§ What the task requires
Could you copy each line of the entries that contains "Lake"?

§ Available data
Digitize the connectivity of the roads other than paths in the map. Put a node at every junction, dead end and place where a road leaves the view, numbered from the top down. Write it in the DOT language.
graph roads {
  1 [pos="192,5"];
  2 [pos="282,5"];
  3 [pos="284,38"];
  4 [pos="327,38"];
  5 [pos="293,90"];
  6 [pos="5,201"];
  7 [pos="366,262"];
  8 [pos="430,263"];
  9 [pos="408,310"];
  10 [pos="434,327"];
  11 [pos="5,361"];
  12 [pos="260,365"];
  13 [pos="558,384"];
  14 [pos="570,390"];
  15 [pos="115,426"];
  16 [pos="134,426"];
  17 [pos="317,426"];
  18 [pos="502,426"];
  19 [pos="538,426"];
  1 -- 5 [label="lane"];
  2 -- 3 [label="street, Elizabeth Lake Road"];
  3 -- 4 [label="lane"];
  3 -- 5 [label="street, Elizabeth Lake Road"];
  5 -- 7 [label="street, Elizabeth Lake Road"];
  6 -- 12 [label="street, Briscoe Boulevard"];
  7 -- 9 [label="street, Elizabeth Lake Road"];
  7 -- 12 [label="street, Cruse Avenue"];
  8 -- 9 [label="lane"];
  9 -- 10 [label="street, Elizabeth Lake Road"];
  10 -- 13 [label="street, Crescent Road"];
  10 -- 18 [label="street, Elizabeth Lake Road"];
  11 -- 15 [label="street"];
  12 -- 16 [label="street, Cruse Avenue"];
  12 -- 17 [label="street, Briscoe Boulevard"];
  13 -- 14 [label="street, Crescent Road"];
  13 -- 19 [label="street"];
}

§ Task response
  2 -- 3 [label="street, Elizabeth Lake Road"];
  3 -- 5 [label="street, Elizabeth Lake Road"];
  5 -- 7 [label="street, Elizabeth Lake Road"];
  7 -- 9 [label="street, Elizabeth Lake Road"];
  9 -- 10 [label="street, Elizabeth Lake Road"];
  10 -- 18 [label="street, Elizabeth Lake Road"];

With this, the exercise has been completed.